Difference between Direct Lease and Leaseback

The so-called "Direct Lease" means that the financial leasing company purchases the required equipment from the lessee, provides services to the lessee, and collects rents from the lessee on this basis until the principal and interest of the equipment are paid on time, and transfers the equipment to the lessee. Leaseback means that the company sells the existing equipment to the leasing company, which transfers the equipment to the company, which pays the rent on a monthly basis and takes back the equipment. Direct leasing is a solution to a company's need for equipment, which is a standard finance lease; leaseback is a solution to a company's long-term liquidity needs, similar to a long-term equipment mortgage.

The taxes involved in direct leasing and leaseback are different:The value-added tax (VAT) on the purchase of equipment for direct leasing is currently 13%, which can be deducted for imported goods. It is not deductible on a pre-tax basis as the lessor's depreciation of the leased equipment is deductible on a pre-tax basis. The VAT rate for leaseback is currently 6%, with a general invoice, which cannot be used as input tax deduction. From a tax saving perspective, the tenant is purchasing the equipment outright and then financing it on a leaseback basis. For energy-saving and environmentally friendly equipment, the corporate income tax can be reduced by 10%.

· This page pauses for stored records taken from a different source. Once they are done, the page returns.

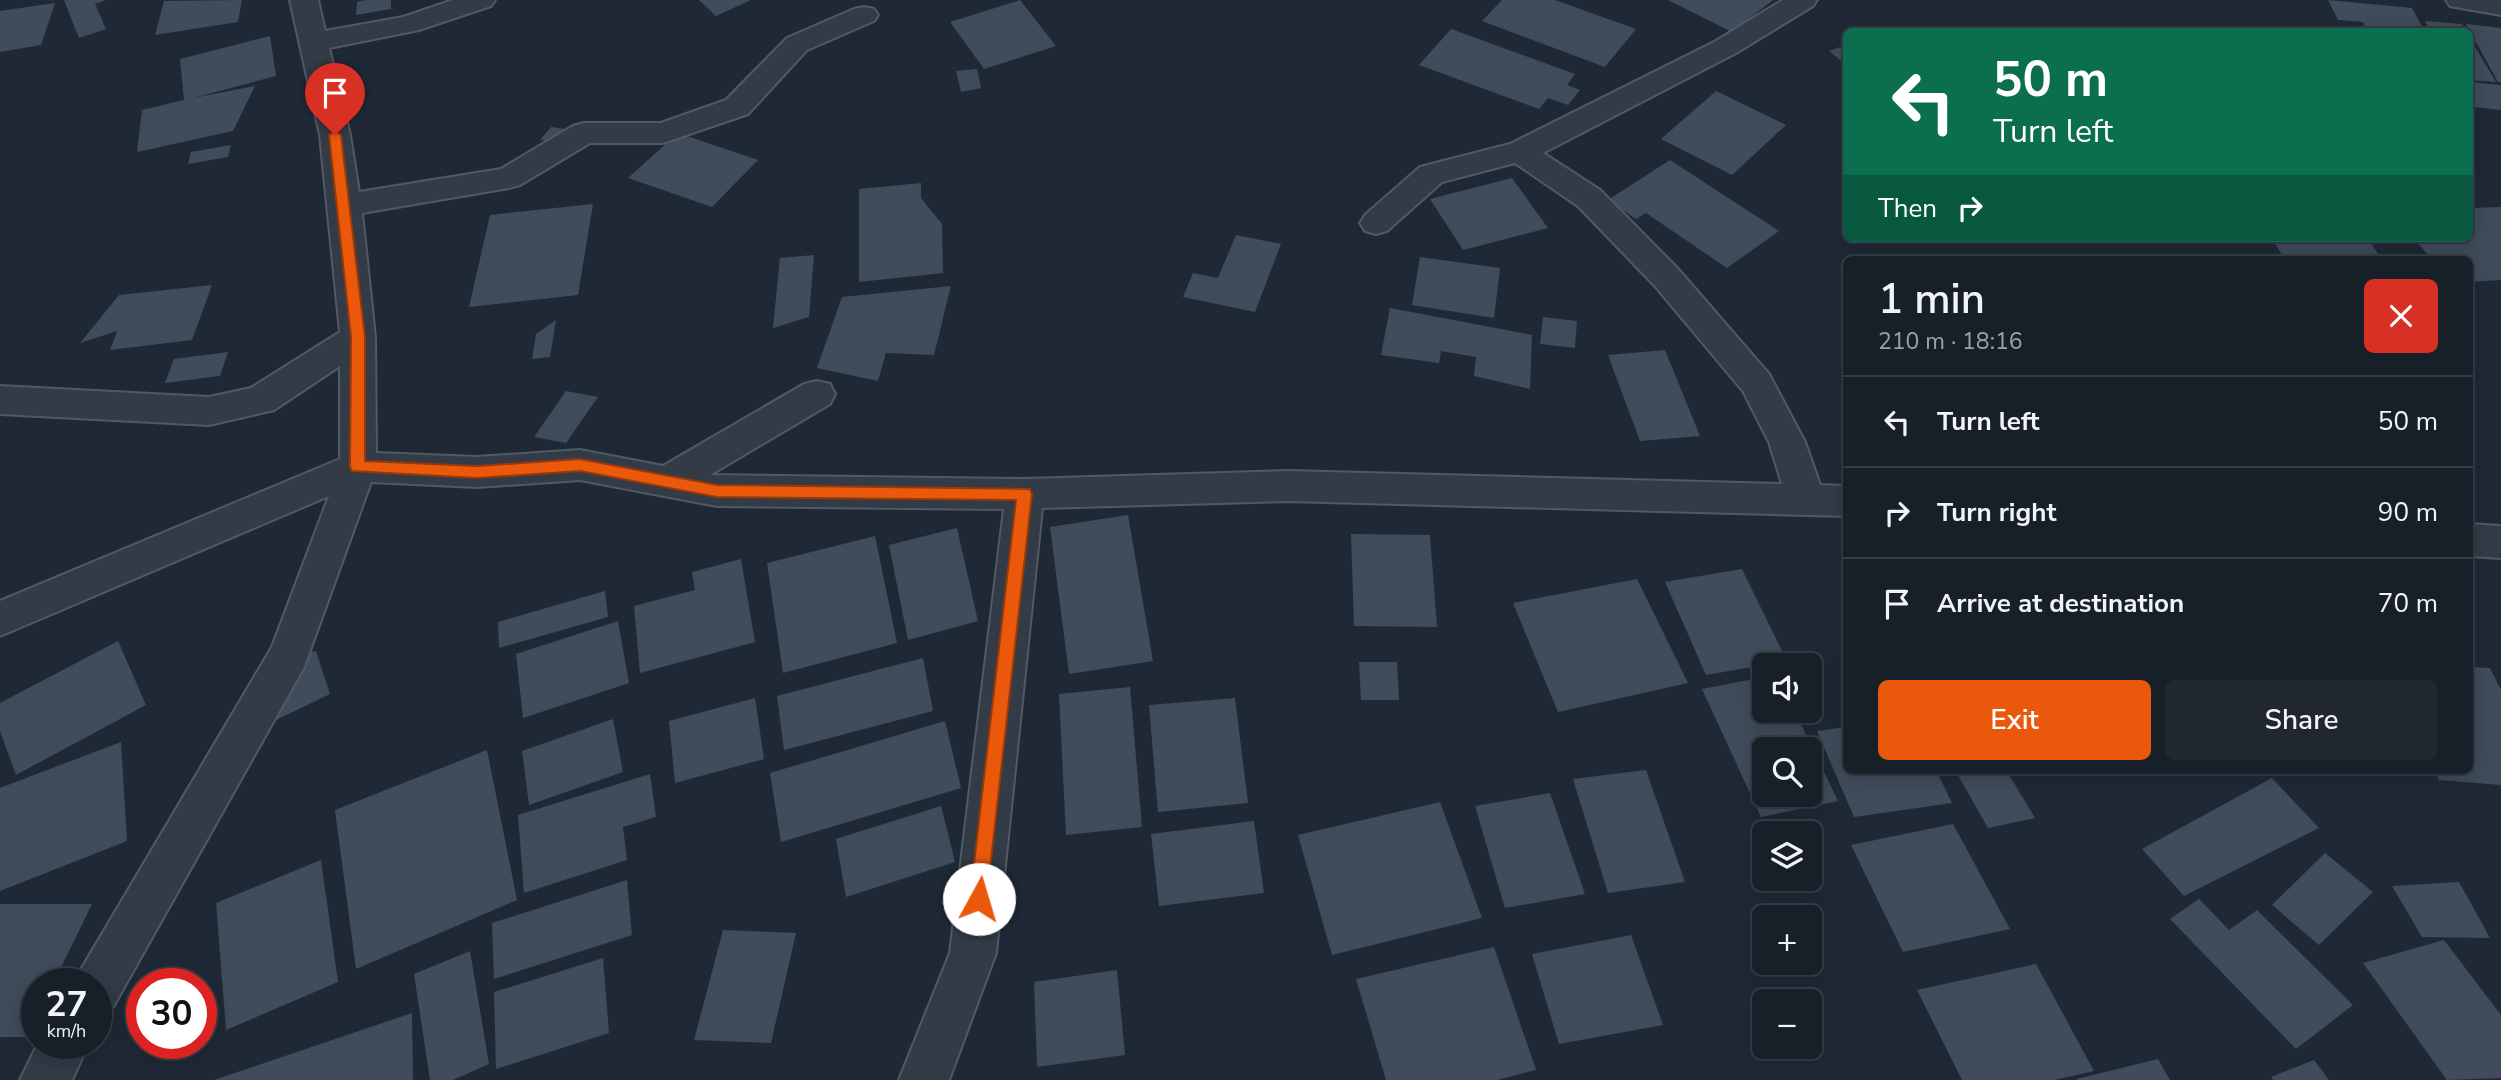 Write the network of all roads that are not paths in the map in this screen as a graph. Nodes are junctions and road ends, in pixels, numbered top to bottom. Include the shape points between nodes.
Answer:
1 (304, 0) edge
2 (481, 0) edge
3 (1803, 0) edge
4 (2460, 0) edge
5 (2501, 7) edge
6 (864, 15) dead end
7 (314, 42) junction
8 (1520, 152) junction
9 (345, 205) junction
10 (1376, 223) dead end
11 (358, 337) junction
12 (817, 394) dead end
13 (0, 400) edge
14 (358, 467) junction
15 (667, 482) junction
16 (1025, 494) junction
17 (1805, 498) junction
18 (1843, 501) edge
19 (2473, 540) edge
20 (2501, 542) edge
21 (0, 619) edge
22 (109, 968) edge
23 (56, 1059) edge
24 (45, 1080) edge
25 (924, 1080) edge

1 - 7 street
2 - 7 street via 409,24
3 - 8 street via 1726,47
4 - 5 street
6 - 9 street via 797,44 737,107 663,133 584,133 509,178
7 - 9 street
8 - 10 street via 1431,174
8 - 17 street via 1589,198 1667,278 1756,383 1787,442
9 - 11 street
11 - 13 street via 261,400 209,411
11 - 14 street
12 - 15 street
14 - 15 street via 477,472 580,465
14 - 21 street
14 - 22 street via 290,654
15 - 16 street via 717,491
16 - 17 street via 1288,486
16 - 25 street via 973,953
17 - 18 street
19 - 20 street
23 - 24 street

The process of direct leasing and leaseback business is different:Direct leasing includes at least two contracts, three parties,two covenants, one for sale and one for purchase and sale; three parties: lessee, lessee, lessee. Leaseback financing refers to the leasing company and the customer to enter into the "equipment purchase and sale contract", to obtain the ownership of the equipment, and sign the "leaseback agreement", the equipment will be leased to the customer. Leaseback is only a change in the property rights of the equipment, not a change in the ownership of the equipment, so in the process of leaseback, the property rights of the equipment will not be transferred, and only need to carry out a written handover, and the maintenance of the equipment and depreciation of the depreciation of the same with direct leasing, by the financial lessor financial accounting will only be transferred from its own fixed assets to the fixed assets of the financial lessor. The equipment has been mortgaged shall not be re-leased, financial leasing in the existence of claims and rights issues, the leasehold is a claim, and the mortgage is a right in rem, in law is the first right in rem, and then is a claim, therefore, the equipment has been mortgaged can not be leased back.